Но очень скоро Соня догадывается, что тот герой, которого она себе «намечтала», и тот, который сейчас стоит перед ней, – далеко не один и тот же. Соня сердцем поняла, что совершаемое им добро не связано с верой в его необходимость, оно случайно, а значит, Раскольников наряду с ним может творить и зло. Неожиданно осознав это, Соня посмотрела на него «с каким-то даже испугом» [6; 243], как смотрят на сумасшедшего, внезапно оказавшегося рядом, или на вдруг заработавший механизм непонятного назначения. И Раскольников действительно начинает сеять зло, разрушая хрупкий мирок жизни Сони, который она с таким трудом сберегала. Она пытается остановить Раскольникова: «Если б вы только знали. <…> Вы ничего, ничего не знаете… ах!» [6; 243] и взывает к его великодушию: «Ведь вы, я знаю, вы последнее сами отдали, ещё ничего не видя. А если бы вы всё-то видели, о Господи!» [6; 244], но вдруг её поражает страшная догадка: «Вам ведь всё равно!» [6; 245]. «Всё равно» – это приговор Раскольникову самого Достоевского, в этике которого данная категория обозначает предел нравственного распада личности. «Всё равно» может быть только трупу, и лежи он в могиле, это было бы ничего, но когда он оказывается среди живых людей, то страшен бессмысленностью своих поступков. Не имея ни идеала, ни цели, ни веры, такой человек с одинаковым равнодушием сеет вокруг себя и добро и зло[41], от которого нет защиты. Поэтому после самого тяжкого удара Раскольникова: «Да, может, и Бога-то совсем нет» [6; 246], выбивающего последнюю опору из-под ног Сони, она «с невыразимым укором взглянула на него, хотела было что-то сказать, но ничего не могла выговорить итолько вдруг горько-горько зарыдала, закрыв руками лицо» [6; 246].

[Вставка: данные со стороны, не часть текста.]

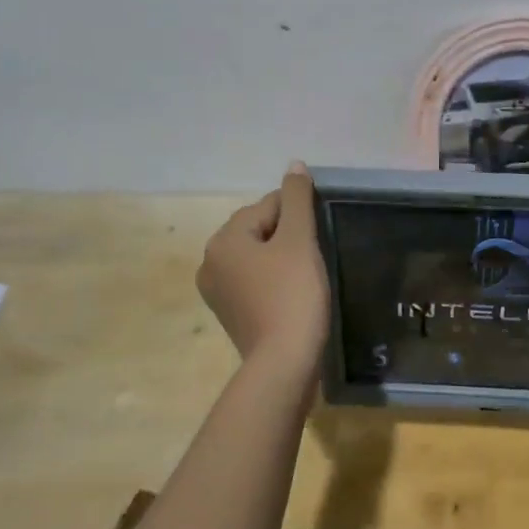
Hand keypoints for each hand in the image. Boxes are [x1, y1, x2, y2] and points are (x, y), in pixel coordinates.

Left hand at [197, 162, 329, 378]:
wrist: (284, 363)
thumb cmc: (292, 295)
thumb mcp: (299, 240)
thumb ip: (297, 198)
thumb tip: (294, 165)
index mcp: (223, 239)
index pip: (267, 206)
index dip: (299, 216)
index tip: (317, 237)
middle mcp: (211, 261)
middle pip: (260, 230)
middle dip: (289, 237)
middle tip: (314, 258)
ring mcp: (217, 291)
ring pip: (258, 257)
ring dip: (283, 259)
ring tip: (306, 277)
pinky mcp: (230, 313)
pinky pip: (255, 282)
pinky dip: (274, 281)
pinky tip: (293, 294)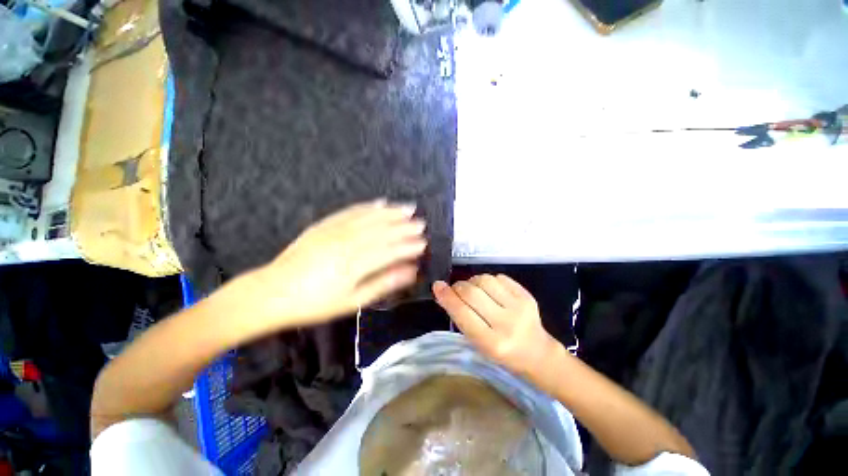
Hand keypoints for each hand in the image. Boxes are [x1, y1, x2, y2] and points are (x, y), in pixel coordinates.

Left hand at [256, 199, 426, 325]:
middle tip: (421, 223)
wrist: (271, 292)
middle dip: (404, 226)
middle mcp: (348, 242)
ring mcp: (335, 230)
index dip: (408, 246)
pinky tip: (380, 203)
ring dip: (391, 212)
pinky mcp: (324, 225)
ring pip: (369, 217)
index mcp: (355, 264)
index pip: (390, 250)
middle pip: (382, 231)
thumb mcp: (352, 302)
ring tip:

Повествование достигает своего апогея. Две силы – рассудок, вооружённый «теорией» и «казуистикой, отточившейся как бритва», и сердце, хранящее память о том, «как ещё в детстве своём» маленький Родя, сидя на коленях у матери, «лепетал молитвы свои <…>, и как <…> все тогда были счастливы!» [6; 34], стремящееся к живой человеческой жизни, – сходятся в душе Раскольникова в решающей схватке. Для христианского сознания Достоевского исход очевиден – Раскольников «вдруг <…> весь быстро наклонился и, припав к полу, поцеловал ей ногу» [6; 246]. В силу несознаваемости этого поступка самим Раскольниковым его последующая рациональная мотивация («Я не тебе поклонился, я всему страданию человеческому поклонился» [6; 246]) не имеет особого значения. Раскольников преклонился перед Соней, признав, пусть ещё не вполне осознанно, превосходство и власть над собой её любви. Внутренне он уже готов подчиниться этой власти, и потому «с новым, странным, почти болезненным, чувством всматривался он <…> в эти кроткие голубые глаза, могущие сверкать таким огнём, таким суровым энергическим чувством, в это маленькое тело, ещё дрожавшее от негодования и гнева, и всё это казалось ему более и более странным, почти невозможным» [6; 248].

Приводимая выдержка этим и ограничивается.